I'm not familiar with Porter, but Wiegley is a heavy contributor to a number of open source projects, is the author of the Ledger plain text accounting system, has been emacs maintainer since 2015, operates his own software consultancy, and is very active in several open source discussion lists. The guy is a dynamo.


Perhaps I should have said "impactful" instead of "productive", but in my experience the two tend to be correlated.

John Wiegley has authored a number of highly used open source tools and libraries. So has Adam Porter (although perhaps not as much as John).

I wasn't comparing them globally with all SW engineers. My point was that they likely have accomplished more than most, if not all, the commenters in this submission. I, personally, would be cautious in criticizing their workflow unless I can demonstrate something better. Otherwise it's just armchair criticism.


Many of these are points I would agree with, except:

> [comparisons to] commenters in this submission

I wouldn’t make claims as to the level of accomplishment here, not least of which because I’m not willing to pick any one definition of accomplishment.

For example, I’ll avoid the temptation to conflate visibility and popularity with productivity.

> be cautious in criticizing their workflow unless I can demonstrate something better

Yes, making assessments based on comparisons against alternatives is important. And I’m inclined to give their approach attention and consideration, especially for people with their mindset and skillset. But generally, I’m not willing to grant any particular level of broader applicability for a given audience.

So I would reframe this discussion as a question: “Which of their practices are likely to work for [me/my team]?”

Like so many things in life, valid generalization is hard. Especially hard when no one knows the correct answer, so instead we assess better and worse. So, reinforcement learning. And RL in complex environments with large action spaces can be very data intensive!


Underemployment drives active github profiles.


  >This can seem farcical at times. Sometimes the knowledge-management world can seem like a manifestation of OCD or perfectionism.

  >But to be clear, I don't want to discount in any way that such approaches could work for many people on many projects. My general take is that if a person is being mindful about the _effort in_ versus _benefit out_, they'll probably end up in a pretty good place.

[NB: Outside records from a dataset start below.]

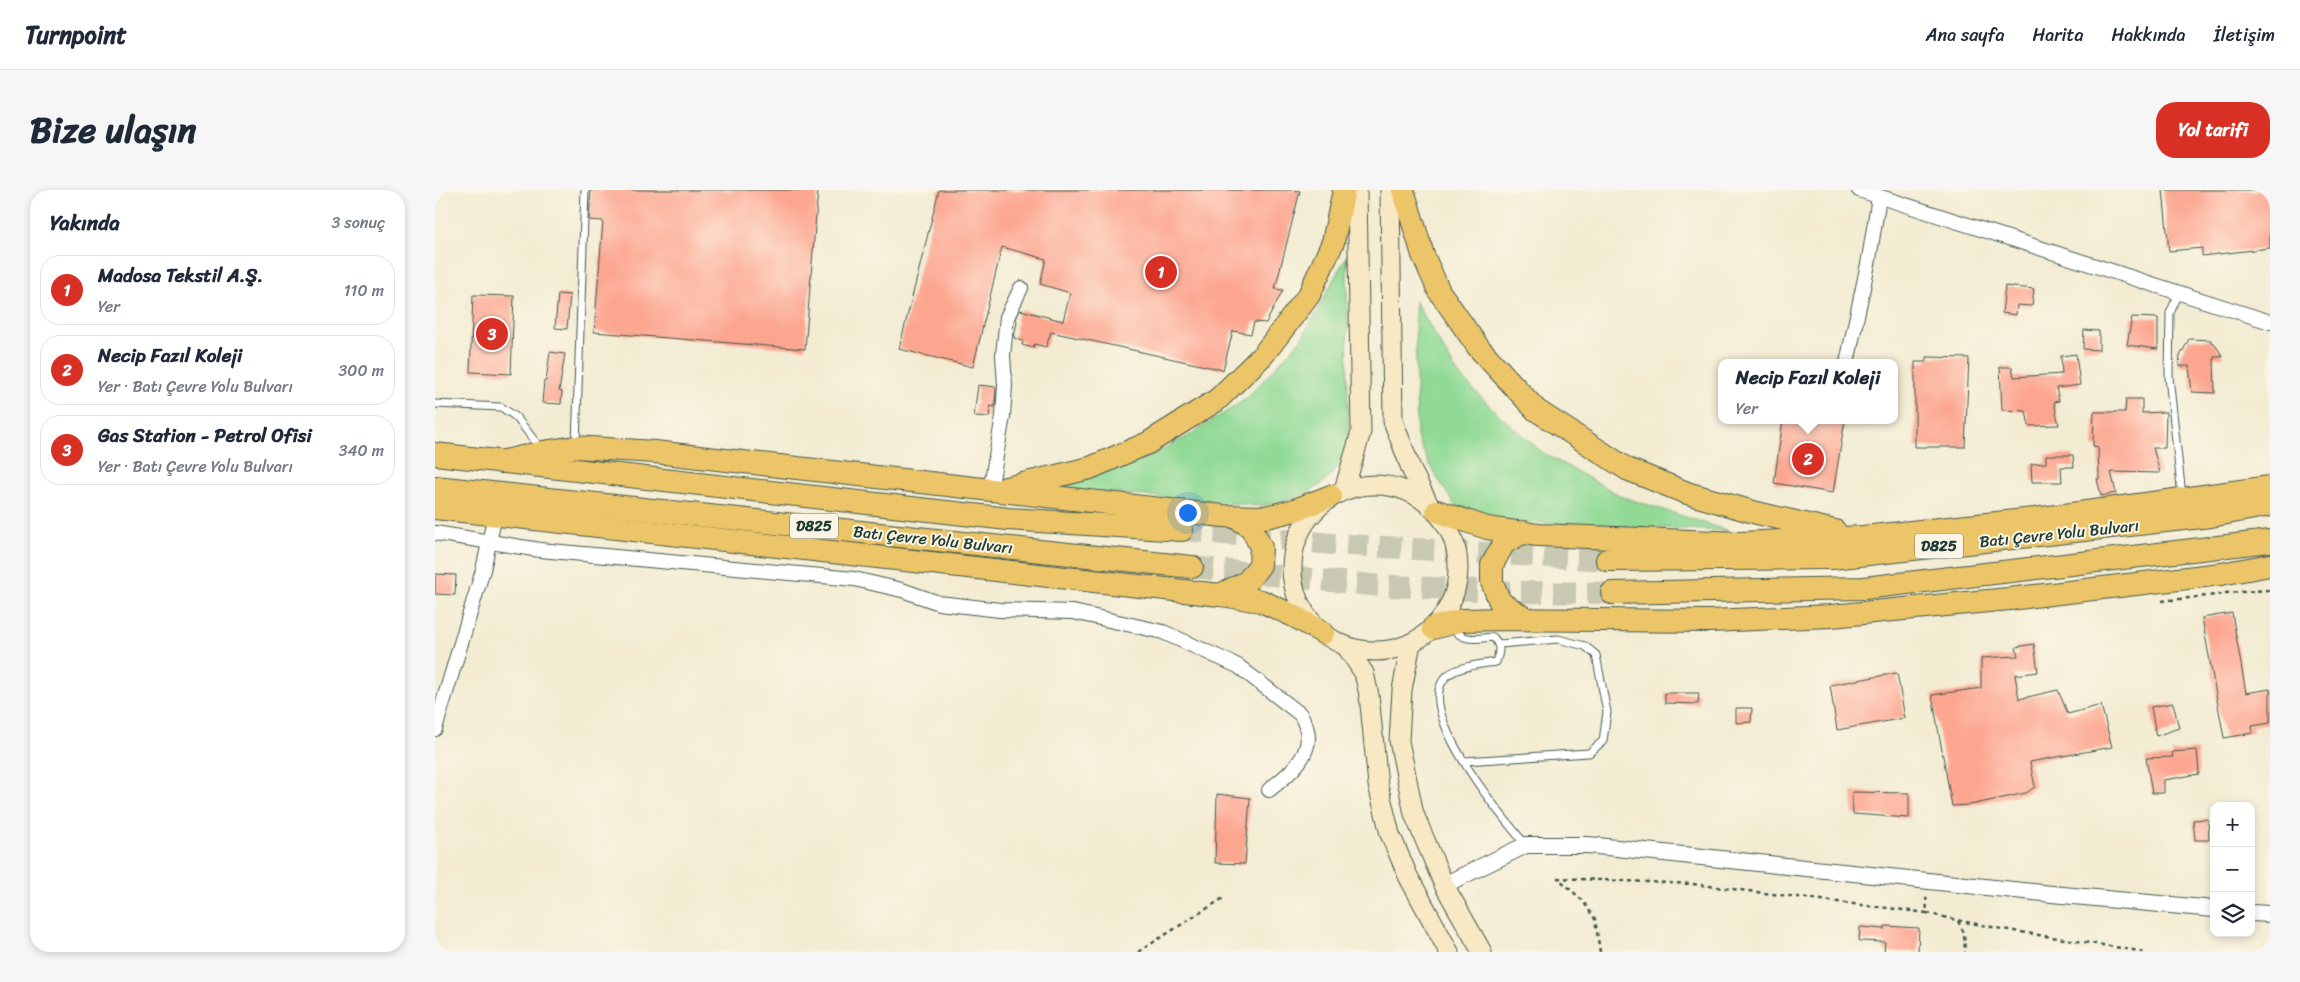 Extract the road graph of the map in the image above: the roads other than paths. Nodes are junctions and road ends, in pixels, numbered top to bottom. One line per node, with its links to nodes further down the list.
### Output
1 (585, 190): 13 (lane)
2 (1344, 190): 19 (highway)
3 (1357, 190): 20 (main road)
4 (1390, 190): 23 (main road)
5 (1403, 190): 30 (highway)
6 (1859, 190): 7 (street)
7 (1879, 197): 9 (street); 11 (street)
8 (1021, 288): 19 (street)
9 (2179, 293): 10 (street); 21 (lane)
10 (2270, 322)
11 (1848, 359)
12 (435, 404): 14 (lane)
13 (575, 447): 14 (highway); 19 (highway)
14 (543, 452): 16 (highway)
15 (435, 454): 16 (highway, Batı Çevre Yolu Bulvarı / D825)
16 (501, 462): 27 (highway, Batı Çevre Yolu Bulvarı / D825)
17 (435, 487): 35 (highway, Batı Çevre Yolu Bulvarı / D825)
18 (2270, 487): 21 (highway)
19 (991, 491): 26 (highway)
20 (1337, 493): 23 (main road); 26 (highway); 40 (main road)
21 (2182, 499): 30 (highway)
22 (2270, 505): 33 (highway, Batı Çevre Yolu Bulvarı / D825)
23 (1432, 506): 28 (highway); 39 (main road)
24 (435, 508): 25 (highway)
25 (495, 515): 32 (street); 37 (highway)
26 (1235, 516): 37 (highway)
27 (1183, 530)
28 (1523, 532): 30 (highway); 38 (highway)
29 (435, 534): 32 (street)
30 (1863, 537)
31 (2270, 541): 36 (highway, Batı Çevre Yolu Bulvarı / D825)
32 (489, 542): 44 (street); 46 (street)
33 (1607, 560)
34 (2270, 565): 38 (highway)
35 (1192, 567)
36 (1612, 593)
37 (1219, 595): 40 (highway)
38 (1525, 618): 39 (highway)
39 (1441, 626): 41 (main road); 42 (lane)
40 (1323, 633): 43 (main road)
41 (1411, 643): 43 (main road); 48 (main road)
42 (1499, 644): 45 (lane); 45 (lane)
43 (1346, 646): 52 (main road)
44 (435, 729)
45 (1464, 761): 47 (lane)
46 (1269, 790)
47 (1526, 845): 48 (street); 49 (street)
48 (1444, 885): 53 (main road)
49 (2210, 909)
50 (2255, 913): 51 (street)
51 (2270, 914)
52 (1449, 952)
53 (1481, 952)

  >My general take is that if a person is being mindful about the _effort in_ versus _benefit out_, they'll probably end up in a pretty good place.

:(


For a YouTuber it's more advantageous to keep switching between various systems to keep generating more YouTube content.

> special physical filing cabinets for notecards

It sounds like you're a bit dismissive of it. The creator of this system Luhmann was a very prolific writer [0] which he credited to this system.

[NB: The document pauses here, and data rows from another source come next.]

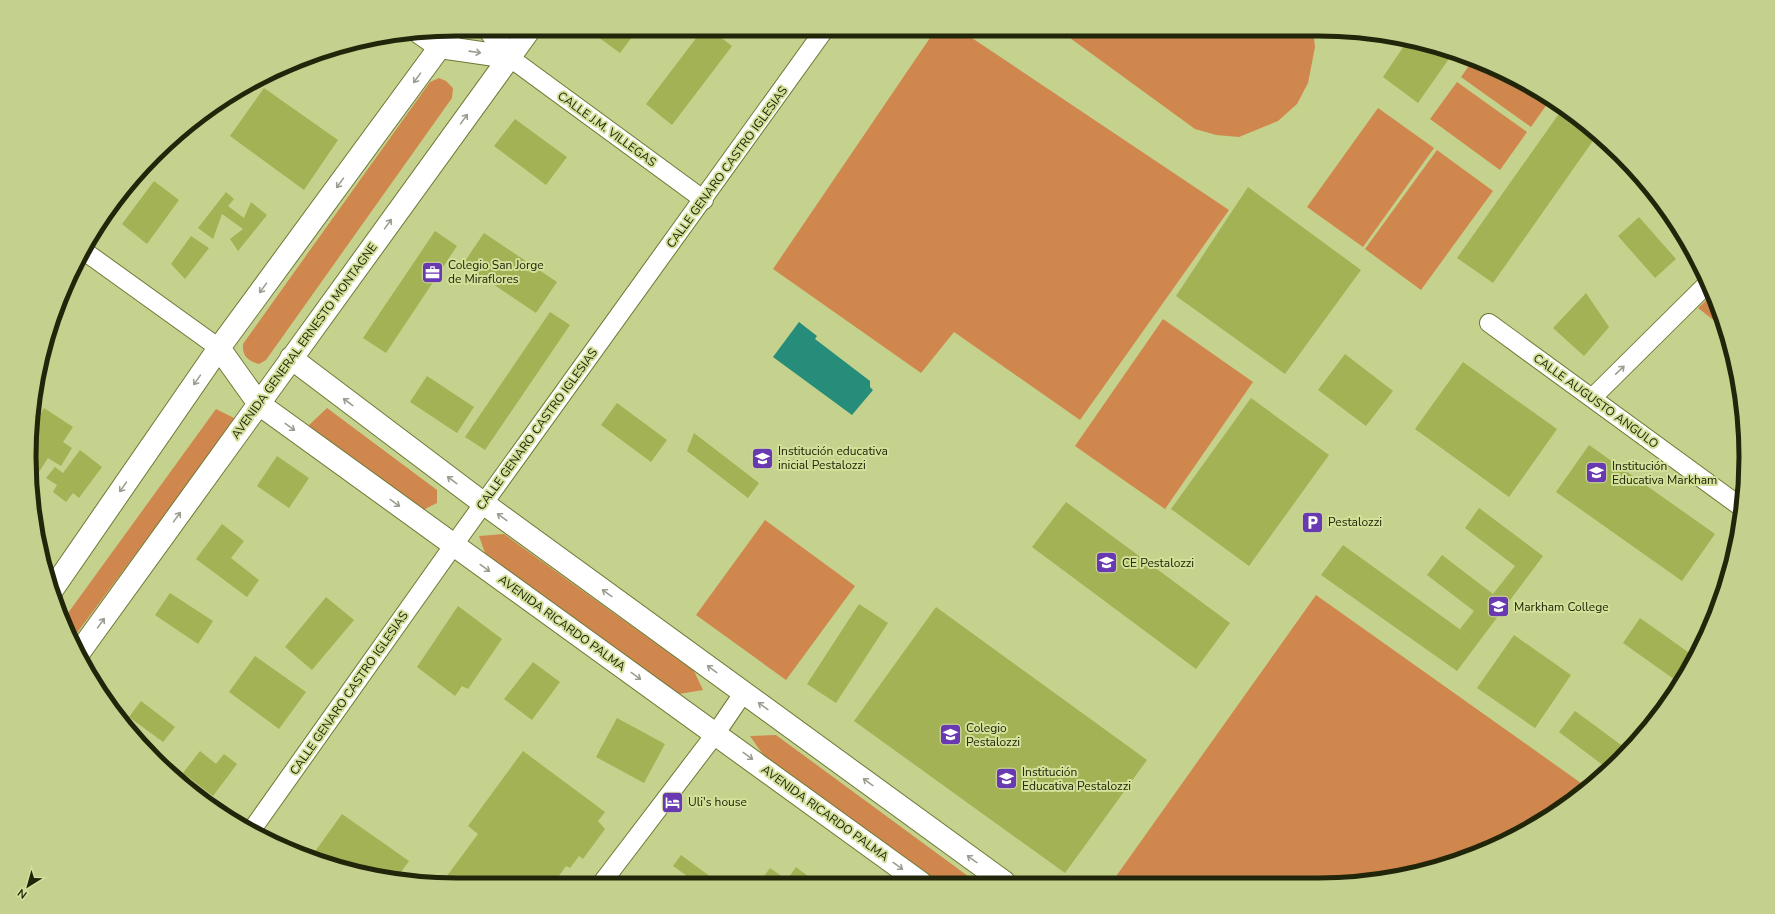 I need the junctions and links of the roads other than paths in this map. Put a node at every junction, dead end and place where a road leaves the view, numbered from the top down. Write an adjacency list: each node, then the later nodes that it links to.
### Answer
1 (448, 36): 6 (main road)
2 (494, 36): 7 (main road)
3 (525, 36): 7 (main road, AVENIDA GENERAL ERNESTO MONTAGNE)
4 (820, 36): 8 (street, CALLE GENARO CASTRO IGLESIAS)
5 (426, 37): 6 (main road)
6 (440, 47): 7 (main road, one-way to 7); 12 (main road, one-way to 12)
7 (510, 57): 8 (street, CALLE J.M. VILLEGAS); 13 (main road, AVENIDA GENERAL ERNESTO MONTAGNE, one-way to 7)
8 (704, 200): 16 (street, CALLE GENARO CASTRO IGLESIAS)
9 (88, 254): 12 (street)
10 (1703, 288): 14 (street, one-way to 10)
11 (1489, 323): 14 (street, CALLE AUGUSTO ANGULO)
12 (219, 348): 15 (main road, AVENIDA RICARDO PALMA); 19 (main road, one-way to 19)
13 (290, 358): 15 (main road, AVENIDA GENERAL ERNESTO MONTAGNE); 16 (main road, one-way to 13)
14 (1592, 398): 17 (street, CALLE AUGUSTO ANGULO)
15 (259, 404): 18 (main road, AVENIDA RICARDO PALMA, one-way to 18); 20 (main road, AVENIDA GENERAL ERNESTO MONTAGNE, one-way to 15)
16 (484, 503): 18 (street, CALLE GENARO CASTRO IGLESIAS); 21 (main road, one-way to 16)
17 (1736, 503)
18 (453, 546): 22 (main road, AVENIDA RICARDO PALMA, one-way to 22); 23 (street, CALLE GENARO CASTRO IGLESIAS)
19 (56, 585)
20 (82, 649)
21 (744, 692): 22 (street); 26 (main road, one-way to 21)
22 (716, 733): 24 (street); 25 (main road, AVENIDA RICARDO PALMA, one-way to 25)
23 (254, 826)
24 (606, 878)
25 (914, 878)
26 (999, 878)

0: https://en.wikipedia.org/wiki/Niklas_Luhmann#Note-taking_sys...


It would be too coarse-grained to say I'm categorically dismissive of paper-based systems. My views are more nuanced.

Right, I'm aware of Luhmann and Zettelkasten and ZK-inspired systems. I'm glad it works for him and many others.

Still, if one goes down the rabbit holes of ZK and knowledge management systems, you will sooner or later find some videos that leave the realms of productivity and venture into the farcical.

This is important to recognize: "There is a common mistake people [make] when [using] PARA, Zettelkasten, GTD, Bullet Journals [...]. / They assume each system is universal. / These systems were [NOT] built for mass consumption." - 2022 blog post by Zain Rizvi titled "PARA vs. Zettelkasten: The false binary" https://www.zainrizvi.io/blog/para-vs-zettelkasten-the-false...


Right, I may have read your comment as generally dismissive of personal knowledge management systems in general, but I see you have a much more nuanced approach. Thanks for clarifying!


So. Many. Tradeoffs. :)


> For a YouTuber it's more advantageous to keep switching between various systems to keep generating more YouTube content.

That's a factor, yes, but before I will grant that it is more (or less) advantageous, we would need to have a much longer conversation. (Right now, however, I'm not particularly interested in running experiments and drawing conclusions about how to best optimize YouTube content creation.)